Lo primero que hay que decir es que, sin duda, ambos creadores son tipos listos, que han sabido conectar con el espectador promedio y darle lo que quiere. Las cifras de sus series ('Los Hombres de Paco', 'Vis a vis' o 'El barco', más allá, claro, de 'La Casa') están ahí, y discutir esto es, cuanto menos, complicado. Siguiendo esa tónica, hay que reconocerles sin dudar que 'El refugio atómico' es una serie, ante todo, entretenida, con un manejo de los giros, las sorpresas y los 'cliffhangers' que, sumados a los propios elementos de su trama, hacen que el espectador vaya a querer entrar en esa rueda de ver un capítulo tras otro que tanto gusta a Netflix.
La premisa de la que parte ya es en sí misma un elemento para enganchar: ante la posibilidad de que una escalada bélica arrase el mundo, un grupo de multimillonarios se refugia en un búnker subterráneo, por el que han pagado una morterada, donde poder estar a salvo hasta que la superficie vuelva a ser habitable. Allí, con todas las comodidades, desde un spa a una cancha de baloncesto, convivirán con sus familiares y otros igual de forrados que ellos, bajo la atención y supervisión del personal de Kimera, la empresa constructora del refugio. Hasta aquí, todo puede sonar familiar, pero Pina y Lobato se juegan todo a un giro inicial (del que no diré nada porque merece ser visto sin saber), que es su gran toque diferencial con respecto a otros productos apocalípticos y su principal acierto.

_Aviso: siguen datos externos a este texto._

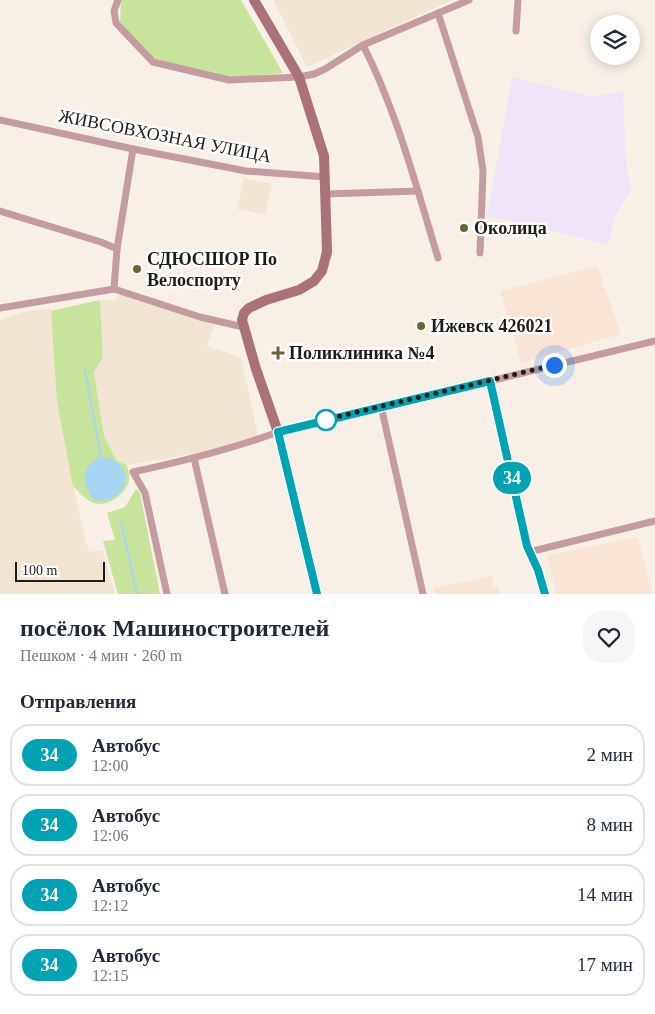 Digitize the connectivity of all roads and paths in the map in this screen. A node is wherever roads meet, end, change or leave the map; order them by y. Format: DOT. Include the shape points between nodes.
graph roads {
  1 [pos="118,0"];
  2 [pos="254,0"];
  3 [pos="469,0"];
  4 [pos="518,0"];
  5 [pos="438,13"];
  6 [pos="516,31"];
  7 [pos="363,45"];
  8 [pos="299,77"];
  9 [pos="0,120"];
  10 [pos="133,149"];
  11 [pos="326,177"];
  12 [pos="418,191"];
  13 [pos="326,194"];
  14 [pos="0,211"];
  15 [pos="117,249"];
  16 [pos="480,253"];
  17 [pos="438,258"];
  18 [pos="114,289"];
  19 [pos="0,308"];
  20 [pos="243,328"];
  21 [pos="655,341"];
  22 [pos="490,381"];
  23 [pos="381,406"];
  24 [pos="278,432"];
  25 [pos="194,458"];
  26 [pos="655,522"];
  27 [pos="529,552"];
  28 [pos="167,594"];
  29 [pos="225,594"];
  30 [pos="318,594"];
  31 [pos="423,594"];
  32 [pos="545,594"];
  1 -- 8 [label="street" via="114,11 116,23 153,62 229,80"];
  2 -- 8 [label="street"];
  3 -- 5 [label="street"];
  4 -- 6 [label="street"];
  5 -- 7 [label="street"];
  5 -- 16 [label="street" via="478,137 483,171"];
  7 -- 8 [label="street" via="325,69"];
  7 -- 12 [label="street" via="392,110"];
  8 -- 11 [label="street" via="324,156"];
  9 -- 10 [label="street, ЖИВСОВХОЗНАЯ УЛИЦА"];
  10 -- 11 [label="street, ЖИВСОВХОЗНАЯ УЛИЦА" via="246,171"];
  10 -- 15 [label="street"];
  11 -- 13 [label="street"];
  12 -- 13 [label="street"];
  12 -- 17 [label="street"];
  13 -- 20 [label="street" via="327,252 319,276 299,290 249,308 244,313"];
  14 -- 15 [label="street"];
  15 -- 18 [label="street"];
  18 -- 19 [label="street"];
  18 -- 20 [label="street"];
  20 -- 24 [label="street"];
  21 -- 22 [label="street"];
  22 -- 23 [label="street"];
  22 -- 27 [label="street"];
  23 -- 24 [label="street"];
  23 -- 31 [label="street"];
  24 -- 25 [label="street"];
  24 -- 30 [label="street"];
  25 -- 28 [label="street" via="133,472 144,493"];
  25 -- 29 [label="street"];
  26 -- 27 [label="street"];
  27 -- 32 [label="street"];
}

Dentro de 'El refugio atómico', sin embargo, viven dos lobos: uno es este thriller con toques de ciencia-ficción, derivado de su trama principal, que funciona sobradamente a la hora de generar tensión, suspense, y de darnos revelaciones inesperadas que nos rompan la cabeza. El otro, soterrado bajo ese andamiaje catastrofista, es un drama familiar, un conflicto entre dos familias (los Varela y los Falcón, nuestros Capuleto y Montesco) que atraviesa a varias generaciones y que comparte, casi al 50/50, tiempo de pantalla con las partes de trepidante aventura ci-fi. Esta gresca familiar, poblada de personajes profundamente despreciables, baila durante los ocho capítulos en la línea del culebrón. No le ayuda, en mi humilde opinión, la marcada falta de humanidad de estos personajes, que sufren, como toda la serie, un "exceso de deslocalización".

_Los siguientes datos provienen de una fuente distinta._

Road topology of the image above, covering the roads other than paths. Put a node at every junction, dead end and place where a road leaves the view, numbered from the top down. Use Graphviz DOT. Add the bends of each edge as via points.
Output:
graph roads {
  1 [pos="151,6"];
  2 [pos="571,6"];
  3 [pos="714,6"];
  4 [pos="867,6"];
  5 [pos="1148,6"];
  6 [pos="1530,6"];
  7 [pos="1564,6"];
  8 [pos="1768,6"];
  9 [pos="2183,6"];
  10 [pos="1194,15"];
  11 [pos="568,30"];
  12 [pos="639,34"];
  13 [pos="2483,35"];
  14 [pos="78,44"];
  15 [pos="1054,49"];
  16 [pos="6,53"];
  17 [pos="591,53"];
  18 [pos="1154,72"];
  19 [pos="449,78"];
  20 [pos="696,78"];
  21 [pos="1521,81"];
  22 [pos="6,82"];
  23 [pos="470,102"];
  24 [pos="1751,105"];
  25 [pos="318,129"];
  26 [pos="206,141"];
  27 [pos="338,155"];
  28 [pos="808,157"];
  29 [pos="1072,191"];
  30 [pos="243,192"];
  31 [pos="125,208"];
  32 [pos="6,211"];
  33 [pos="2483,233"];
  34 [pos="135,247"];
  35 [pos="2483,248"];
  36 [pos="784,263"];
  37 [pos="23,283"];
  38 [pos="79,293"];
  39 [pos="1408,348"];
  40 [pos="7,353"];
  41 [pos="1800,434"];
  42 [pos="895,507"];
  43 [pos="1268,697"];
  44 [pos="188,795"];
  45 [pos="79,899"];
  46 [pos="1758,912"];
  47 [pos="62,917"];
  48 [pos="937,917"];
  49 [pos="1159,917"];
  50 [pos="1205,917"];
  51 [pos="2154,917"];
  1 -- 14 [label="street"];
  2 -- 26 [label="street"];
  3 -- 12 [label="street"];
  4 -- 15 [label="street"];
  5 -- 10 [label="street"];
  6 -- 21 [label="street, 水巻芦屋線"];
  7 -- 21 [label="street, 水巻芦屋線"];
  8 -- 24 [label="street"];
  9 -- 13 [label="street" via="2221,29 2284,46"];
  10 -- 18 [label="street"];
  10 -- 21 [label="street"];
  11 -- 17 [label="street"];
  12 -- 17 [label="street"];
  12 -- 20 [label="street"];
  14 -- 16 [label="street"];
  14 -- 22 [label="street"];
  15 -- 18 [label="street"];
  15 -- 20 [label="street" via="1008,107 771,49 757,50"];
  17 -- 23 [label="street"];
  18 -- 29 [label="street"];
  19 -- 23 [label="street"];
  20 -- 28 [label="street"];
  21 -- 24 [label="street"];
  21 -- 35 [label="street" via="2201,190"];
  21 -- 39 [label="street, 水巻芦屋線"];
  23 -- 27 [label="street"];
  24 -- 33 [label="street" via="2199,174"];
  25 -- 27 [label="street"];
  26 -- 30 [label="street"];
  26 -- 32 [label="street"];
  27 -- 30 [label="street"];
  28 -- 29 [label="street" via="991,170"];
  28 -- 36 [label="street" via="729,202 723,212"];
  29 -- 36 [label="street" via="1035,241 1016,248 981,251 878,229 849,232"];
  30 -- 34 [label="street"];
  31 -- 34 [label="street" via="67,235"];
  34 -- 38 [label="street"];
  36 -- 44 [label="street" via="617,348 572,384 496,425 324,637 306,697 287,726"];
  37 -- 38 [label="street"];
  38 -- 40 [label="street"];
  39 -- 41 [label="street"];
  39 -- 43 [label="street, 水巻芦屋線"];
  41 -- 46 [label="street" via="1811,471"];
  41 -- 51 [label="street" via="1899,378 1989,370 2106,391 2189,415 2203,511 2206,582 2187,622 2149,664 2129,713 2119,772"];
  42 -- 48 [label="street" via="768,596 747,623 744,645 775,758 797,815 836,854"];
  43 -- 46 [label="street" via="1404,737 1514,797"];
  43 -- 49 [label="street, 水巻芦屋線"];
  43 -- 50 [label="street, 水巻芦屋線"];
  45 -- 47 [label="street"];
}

Me explico: 'El refugio atómico' tiene una clara vocación de viajar, en el sentido de ser consumida en todo el mundo, como ya ocurrió con 'La Casa de Papel'. En este intento, entendible y que no juzgo, peca de rebajar el costumbrismo, esa parte que hace que, al verla, pienses que "esta podría ser mi madre". La serie podría pasar en Madrid o en Boston, y esa falta de conexión, con esos diálogos alambicados, hace que cueste empatizar con los personajes y lo que les pasa, especialmente en los asuntos más íntimos y emocionales. Si todo se tratase de supervivencia y acción, esto no sería un gran problema, pero la serie quiere construir unos personajes, quiere hablarnos de sus traumas, de sus complejos y de sus relaciones, y es aquí donde flaquea y frena el ritmo espídico que tan bien le sienta.

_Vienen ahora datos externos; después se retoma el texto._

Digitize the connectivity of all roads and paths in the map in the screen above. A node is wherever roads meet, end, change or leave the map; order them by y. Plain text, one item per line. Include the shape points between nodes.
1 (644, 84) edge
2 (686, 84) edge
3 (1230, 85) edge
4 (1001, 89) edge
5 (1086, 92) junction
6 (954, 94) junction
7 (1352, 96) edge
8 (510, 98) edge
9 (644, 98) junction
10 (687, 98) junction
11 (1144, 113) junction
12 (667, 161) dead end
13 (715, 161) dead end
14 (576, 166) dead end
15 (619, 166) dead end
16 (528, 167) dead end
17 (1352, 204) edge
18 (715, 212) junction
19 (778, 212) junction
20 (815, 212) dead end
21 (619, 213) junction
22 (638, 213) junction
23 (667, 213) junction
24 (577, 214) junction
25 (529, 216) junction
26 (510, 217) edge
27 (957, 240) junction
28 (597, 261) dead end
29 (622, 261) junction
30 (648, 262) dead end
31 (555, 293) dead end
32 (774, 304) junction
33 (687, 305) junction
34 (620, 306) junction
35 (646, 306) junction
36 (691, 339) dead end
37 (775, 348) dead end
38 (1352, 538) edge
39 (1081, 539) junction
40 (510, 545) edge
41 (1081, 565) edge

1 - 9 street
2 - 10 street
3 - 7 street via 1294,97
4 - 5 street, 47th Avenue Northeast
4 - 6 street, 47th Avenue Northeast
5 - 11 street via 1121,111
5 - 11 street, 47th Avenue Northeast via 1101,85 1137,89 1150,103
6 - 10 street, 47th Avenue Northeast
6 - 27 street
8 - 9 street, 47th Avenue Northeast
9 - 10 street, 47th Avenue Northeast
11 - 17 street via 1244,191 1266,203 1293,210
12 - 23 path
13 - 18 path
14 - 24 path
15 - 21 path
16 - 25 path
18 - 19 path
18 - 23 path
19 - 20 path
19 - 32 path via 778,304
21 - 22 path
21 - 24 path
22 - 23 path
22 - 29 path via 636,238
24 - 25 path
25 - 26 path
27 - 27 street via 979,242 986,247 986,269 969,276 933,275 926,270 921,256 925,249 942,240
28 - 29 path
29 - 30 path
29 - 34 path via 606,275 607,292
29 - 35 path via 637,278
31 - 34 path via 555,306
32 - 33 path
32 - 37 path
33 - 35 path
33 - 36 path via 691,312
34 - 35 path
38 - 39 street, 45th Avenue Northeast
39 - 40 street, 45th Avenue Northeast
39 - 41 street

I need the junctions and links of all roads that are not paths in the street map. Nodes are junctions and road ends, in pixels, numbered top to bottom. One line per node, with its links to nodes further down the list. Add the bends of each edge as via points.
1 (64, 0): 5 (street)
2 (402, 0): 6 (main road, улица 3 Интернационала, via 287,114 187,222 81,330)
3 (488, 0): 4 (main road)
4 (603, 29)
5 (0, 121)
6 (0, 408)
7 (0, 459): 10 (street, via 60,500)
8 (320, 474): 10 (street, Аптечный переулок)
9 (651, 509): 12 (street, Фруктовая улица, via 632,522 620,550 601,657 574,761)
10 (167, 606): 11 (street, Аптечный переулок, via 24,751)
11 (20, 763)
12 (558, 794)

A nivel de reparto, todo el mundo cumple con su cometido. Hay muchas tablas en 'El refugio atómico', como una Miren Ibarguren a la que le va como anillo al dedo el papel de HAL 9000 con patas o un Carlos Santos que sí consigue captar el patetismo y la fragilidad de su personaje, humanizándolo pese a sus defectos. Los dos claros protagonistas, Pau Simón (prácticamente debutante) y Alicia Falcó, soportan perfectamente el peso, y pese a no tener la experiencia de Natalia Verbeke o de Joaquín Furriel, compañeros en este búnker, tiran de carisma y buen hacer para dar vida a Max y Asia, en una serie coral hasta el punto de que relega a tercer o cuarto plano a nombres como Omar Banana, Miguel Garcés o Vito Sanz, del que algún día habrá que hablar como uno de los actores más genuinamente graciosos de España.